The more I studied, the more I was confronted by heroic people whose struggles were not successful in their own time, or at all. To the extent that they were successful, black politics was a necessary precondition, but never enough to foment change. It became impossible, for instance, to think about emancipation without the threat presented by disunion, to talk about the civil-rights movement without the ghost of Nazism or the Cold War. It began to seem to me that black politics was the wind at the American window. At rare moments the window opened and black people pushed through. The window seemed to open for one reason and one reason alone — some threat to white interests becoming intolerable. “Hope” struck me an overrated force in human history. “Fear” did not…
– Ta-Nehisi Coates, The Atlantic
Ta-Nehiso Coates recently published a couple of pieces on hope on The Atlantic’s website, one on its place in art and the other on its relationship with history. They made me think (because when doesn’t he) about the relationship between his understanding of hope and mine. Because, I don’t think he’s wrong in either of these pieces, but I also don’t believe that he is wholly right about the nature of hope – which I think he understands as the optimistic belief that tomorrow (and its tomorrows) will be better than today – either.
Steve talked about some of the various different ways that humans understand history, and then focused on a particular, Christian understanding of history and its relation to hope – one which is teleological, but without continual upward progresssion of the Whig Interpretation:
A story that has a quiet inevitability in retrospect, can be wildly unpredictable in the telling. A life that has a quiet inevitability in retrospect, can be wildly unpredictable in the living… Biblical hope is always confident of the ultimate outcome, but never certain of the route to the end.

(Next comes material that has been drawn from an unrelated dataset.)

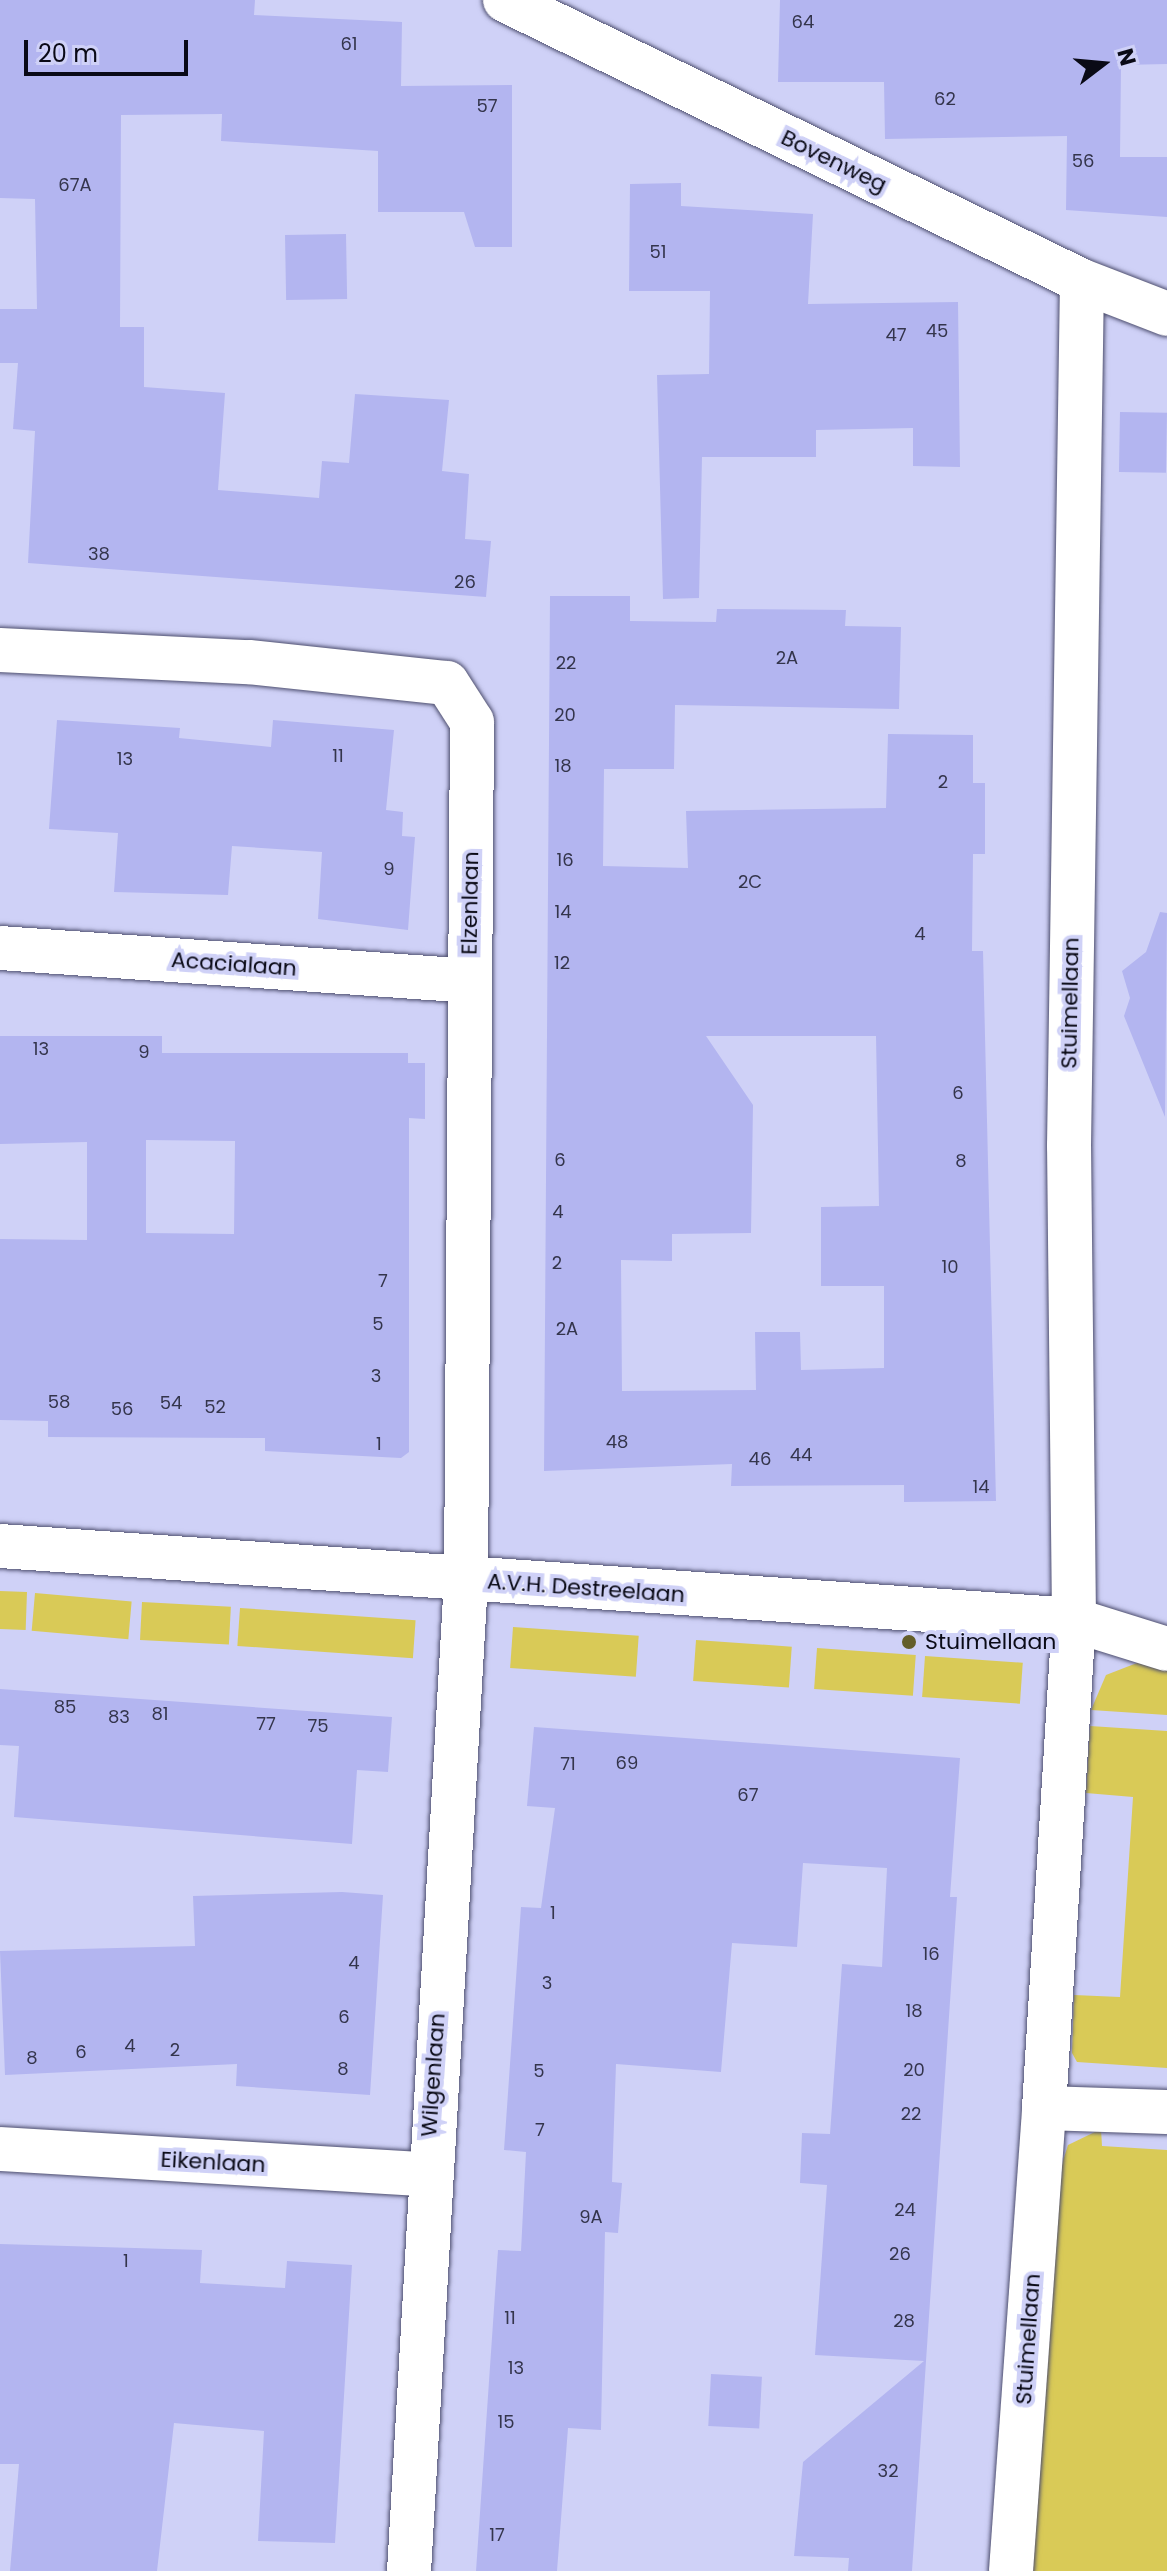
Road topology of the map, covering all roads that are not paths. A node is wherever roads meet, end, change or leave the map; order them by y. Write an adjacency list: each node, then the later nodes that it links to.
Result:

Because Coates doesn’t have a Christian perspective on where the world is going, it’s not necessarily suprising that his work doesn’t embrace a hopeful vision of the future. I’m not suggesting this as a problem or something that he is missing, more stating is as a fact – worth acknowledging given that a number of those critiquing the absence of hope in his writing do take a Christian perspective, as did Martin Luther King who’s ‘The moral arc of the universe is long but it bends toward justice,’ has been invoked in contrast to Between the World and Me. King’s long arc, as I understand it, extends beyond time, and won’t be fulfiled until we’re post-Second Coming.
The hope is not a hope that tomorrow will be better, and the tomorrow and tomorrows after that. It’s a hope that although this world is not all we might want it to be, it is also not all it should be, and that there will be a future in which it will be as it should be once again.
But what I really like about Coates’ approach is its frankly brutally honest assessment of where we are now and the likelihood of a full restoration moving forward. He writes about Wharton’s Age of Innocence (rapidly moving up the TBR pile):
This is not a work of life-affirmation, nor a treatise on the ultimate triumph of love and freedom. Olenska says that life has fastened her eyelids open, that it has made it so she can never live in “the blessed darkness” again. I find something of myself here. Hope is not the value that Wharton seeks to impress upon us. Enlightenment—an escape from “the blessed darkness”—is.
– ‘Hope and the Artist’
And about the effect that hope has upon a historian’s writing.
I think that a writer wedded to “hope” is ultimately divorced from “truth.”
– ‘Hope and the Historian’
You see, I don’t think that you can take the Christian perspective on seeing hope without saying goodbye to the darkness that Coates wants to be rid of. I think that if you’re wedded to Christian hope, you have to be wedded to truth as well. And that is a truth personified, Jesus, (the way, the truth and the life – because John really had a way with the phrasing…). It’s not exactly a coincidence that this truth is also talked about as light:
In him was life, and that life was the light of all mankind. The light shines in the darkness, and the darkness has not overcome it…
– John 1:4–5
It’s a logical impossibility, surely, to hold a hope in a future new creation without acknowledging that the present is a mess, especially in the light of Christ.
Coates talks about how you ‘manage’ life and continue to fight for the future without putting your faith in hope – emphasising the way of
being in what he calls the struggle:
And to some extent, this is the essence of discipleship, surely? For Christians, the end matters, but so does how one engages with the world as it is. If you want to embrace this hope, you also have to be honest about the mess. To do anything about the mess, whether you believe you’re doing it without the assistance of eternal verities or with them, must surely start with being brutally honest about the state we’re in and the things that have put us here, and move on into living in ways that try and show why we think the future we hope for is worth hoping for.
Coates has never struck me as either particularly hopeless or cynical, just honest. I like honesty.